DISCOVER
OJAI MONTHLY OUR LONG, HOT SUMMER
Bret Bradigan
As with many places of astounding natural beauty within easy driving reach of Los Angeles, Ojai has been inundated with partiers lately. They come to have a good time, and we’re happy to provide that, because who except the scrooges and grinches aren’t happy to see people being happy? But this new breed of visitor is not “taking only pictures, leaving only memories.” They are leaving the dark triad of graffiti tags, trash and broken beer bottles. Between the Punch Bowls and the swimming holes on the Ventura River, the crowds once numbered in a single dozen on weekends have swelled into the hundreds on weekdays. Tempers seem amped up, tinder-dry and volatile. I know several locals who were abused for telling people that they weren’t allowed to drag their portable parties onto Ojai Valley Land Conservancy preserves.
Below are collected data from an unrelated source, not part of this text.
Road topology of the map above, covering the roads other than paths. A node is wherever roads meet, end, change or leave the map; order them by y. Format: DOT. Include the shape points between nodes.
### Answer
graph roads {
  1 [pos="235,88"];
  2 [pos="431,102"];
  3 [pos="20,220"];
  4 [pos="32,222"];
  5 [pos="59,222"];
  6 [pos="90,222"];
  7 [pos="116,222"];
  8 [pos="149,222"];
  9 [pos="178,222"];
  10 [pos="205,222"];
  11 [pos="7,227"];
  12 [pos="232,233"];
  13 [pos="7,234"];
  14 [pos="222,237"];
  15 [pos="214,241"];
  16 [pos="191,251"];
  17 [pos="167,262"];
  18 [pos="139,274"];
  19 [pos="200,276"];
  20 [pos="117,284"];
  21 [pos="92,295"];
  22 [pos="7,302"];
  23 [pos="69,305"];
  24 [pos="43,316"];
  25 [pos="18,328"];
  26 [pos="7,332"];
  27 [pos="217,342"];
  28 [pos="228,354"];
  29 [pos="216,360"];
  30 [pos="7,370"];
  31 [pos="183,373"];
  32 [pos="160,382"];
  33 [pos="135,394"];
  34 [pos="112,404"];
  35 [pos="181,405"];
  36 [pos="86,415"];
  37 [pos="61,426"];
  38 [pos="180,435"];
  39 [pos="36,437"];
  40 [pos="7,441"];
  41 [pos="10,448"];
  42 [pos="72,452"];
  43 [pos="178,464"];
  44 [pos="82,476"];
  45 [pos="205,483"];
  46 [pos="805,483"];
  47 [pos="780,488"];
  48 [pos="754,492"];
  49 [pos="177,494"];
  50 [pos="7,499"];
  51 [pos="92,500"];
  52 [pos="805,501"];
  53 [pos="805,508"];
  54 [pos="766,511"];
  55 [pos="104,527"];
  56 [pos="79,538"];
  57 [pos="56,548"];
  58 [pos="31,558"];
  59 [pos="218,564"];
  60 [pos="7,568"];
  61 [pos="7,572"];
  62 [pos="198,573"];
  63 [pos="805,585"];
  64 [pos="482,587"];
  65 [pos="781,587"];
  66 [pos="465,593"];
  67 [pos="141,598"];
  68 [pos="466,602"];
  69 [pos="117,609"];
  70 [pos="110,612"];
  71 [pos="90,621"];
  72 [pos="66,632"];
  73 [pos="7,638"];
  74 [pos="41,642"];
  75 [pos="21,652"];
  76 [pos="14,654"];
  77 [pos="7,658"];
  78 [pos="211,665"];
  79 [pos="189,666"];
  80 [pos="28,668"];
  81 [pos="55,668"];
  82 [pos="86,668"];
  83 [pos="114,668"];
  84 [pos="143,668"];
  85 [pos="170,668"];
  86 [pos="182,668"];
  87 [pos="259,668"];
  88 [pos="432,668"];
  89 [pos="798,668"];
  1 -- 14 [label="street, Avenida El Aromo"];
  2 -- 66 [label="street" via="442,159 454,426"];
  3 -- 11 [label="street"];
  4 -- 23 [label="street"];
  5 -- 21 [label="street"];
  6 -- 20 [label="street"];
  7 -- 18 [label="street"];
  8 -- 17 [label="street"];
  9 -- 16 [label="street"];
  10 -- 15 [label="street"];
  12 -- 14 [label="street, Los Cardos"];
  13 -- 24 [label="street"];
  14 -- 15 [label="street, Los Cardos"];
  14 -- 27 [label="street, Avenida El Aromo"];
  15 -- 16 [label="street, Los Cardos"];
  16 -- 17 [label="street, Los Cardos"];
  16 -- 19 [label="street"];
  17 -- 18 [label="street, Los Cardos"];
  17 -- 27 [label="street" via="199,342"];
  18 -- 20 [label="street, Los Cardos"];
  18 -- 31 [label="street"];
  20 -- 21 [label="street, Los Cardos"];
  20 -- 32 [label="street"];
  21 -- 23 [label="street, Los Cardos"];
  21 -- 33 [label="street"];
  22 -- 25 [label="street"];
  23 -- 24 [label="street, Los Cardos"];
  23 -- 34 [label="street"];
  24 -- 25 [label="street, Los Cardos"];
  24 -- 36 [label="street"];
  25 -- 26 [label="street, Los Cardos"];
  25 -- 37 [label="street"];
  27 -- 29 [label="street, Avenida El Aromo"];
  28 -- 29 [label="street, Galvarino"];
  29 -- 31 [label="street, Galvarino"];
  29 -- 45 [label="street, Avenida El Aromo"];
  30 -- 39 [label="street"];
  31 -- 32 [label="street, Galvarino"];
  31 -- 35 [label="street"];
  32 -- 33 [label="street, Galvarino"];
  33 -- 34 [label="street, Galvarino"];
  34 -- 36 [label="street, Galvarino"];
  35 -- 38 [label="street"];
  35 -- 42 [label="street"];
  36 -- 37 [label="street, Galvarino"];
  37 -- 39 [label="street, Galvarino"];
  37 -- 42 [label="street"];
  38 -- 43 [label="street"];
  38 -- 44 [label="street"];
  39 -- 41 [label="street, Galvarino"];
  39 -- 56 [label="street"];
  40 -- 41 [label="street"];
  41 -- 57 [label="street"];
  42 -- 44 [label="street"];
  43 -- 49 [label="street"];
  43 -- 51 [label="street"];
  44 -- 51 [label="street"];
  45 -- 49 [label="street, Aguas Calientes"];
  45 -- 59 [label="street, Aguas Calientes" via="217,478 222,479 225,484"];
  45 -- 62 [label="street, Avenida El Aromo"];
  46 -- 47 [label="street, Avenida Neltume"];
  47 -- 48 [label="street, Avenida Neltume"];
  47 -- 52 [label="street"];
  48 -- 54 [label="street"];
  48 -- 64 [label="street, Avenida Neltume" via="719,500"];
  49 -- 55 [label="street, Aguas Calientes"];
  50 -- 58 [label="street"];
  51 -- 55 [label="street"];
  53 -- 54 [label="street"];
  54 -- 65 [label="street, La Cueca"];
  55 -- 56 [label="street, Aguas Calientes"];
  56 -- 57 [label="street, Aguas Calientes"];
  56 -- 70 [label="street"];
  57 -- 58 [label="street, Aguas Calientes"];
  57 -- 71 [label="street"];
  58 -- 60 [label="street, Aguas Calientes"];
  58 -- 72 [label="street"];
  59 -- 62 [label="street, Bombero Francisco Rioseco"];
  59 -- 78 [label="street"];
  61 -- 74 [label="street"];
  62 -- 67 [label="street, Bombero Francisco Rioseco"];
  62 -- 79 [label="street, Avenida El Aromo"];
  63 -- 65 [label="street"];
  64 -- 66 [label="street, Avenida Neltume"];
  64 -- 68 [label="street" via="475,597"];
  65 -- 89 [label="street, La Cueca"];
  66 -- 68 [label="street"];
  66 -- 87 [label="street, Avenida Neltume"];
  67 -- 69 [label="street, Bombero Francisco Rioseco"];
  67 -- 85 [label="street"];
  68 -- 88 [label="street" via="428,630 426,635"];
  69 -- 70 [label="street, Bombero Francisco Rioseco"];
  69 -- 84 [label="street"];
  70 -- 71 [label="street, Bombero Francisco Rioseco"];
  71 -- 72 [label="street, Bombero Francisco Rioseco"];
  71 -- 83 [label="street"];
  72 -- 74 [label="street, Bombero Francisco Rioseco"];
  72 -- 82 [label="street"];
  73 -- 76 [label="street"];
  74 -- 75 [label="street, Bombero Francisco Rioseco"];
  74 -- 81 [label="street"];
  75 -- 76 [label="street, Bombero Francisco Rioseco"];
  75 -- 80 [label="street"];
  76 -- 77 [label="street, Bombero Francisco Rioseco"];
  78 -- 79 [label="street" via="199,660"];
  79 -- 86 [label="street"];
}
One encounter over a leashless dog rooting through the underbrush, threatening a clutch of baby quail, turned into a disturbing twist on the Central Park Karen debacle. People who should know better are flaunting their masklessness, as if daring you to say something. It puts Ojai locals in a precarious position of being unwilling enforcers of social norms. It all begins with leadership, and when the country is led by people who have politicized public health precautions like wearing face masks, this is what we get. Confrontation. Frayed tempers. People at odds with each other over the very things that should be bringing us together. A big part of the purpose at Ojai Monthly and Ojai Quarterly magazines, along with our online community website, Ojai Hub, is to fight against the fraying of the social infrastructure, to tell those stories of this community that bring us back together, to build and shape our narrative as inclusively and empathetically as possible. The pandemic is not making that easy, but signs point to better days ahead. There is a new sense of unity emerging from the ashes of isolation and protest. We cannot deny that the world that comes out of the global pandemic will be different than the one that went into it. Whether it’s better, or worse, is much more in our control than you might think. If you are willing to do the hard, and often boring and tiring, work of making it better, then you will have an ally with Team OQ/OM.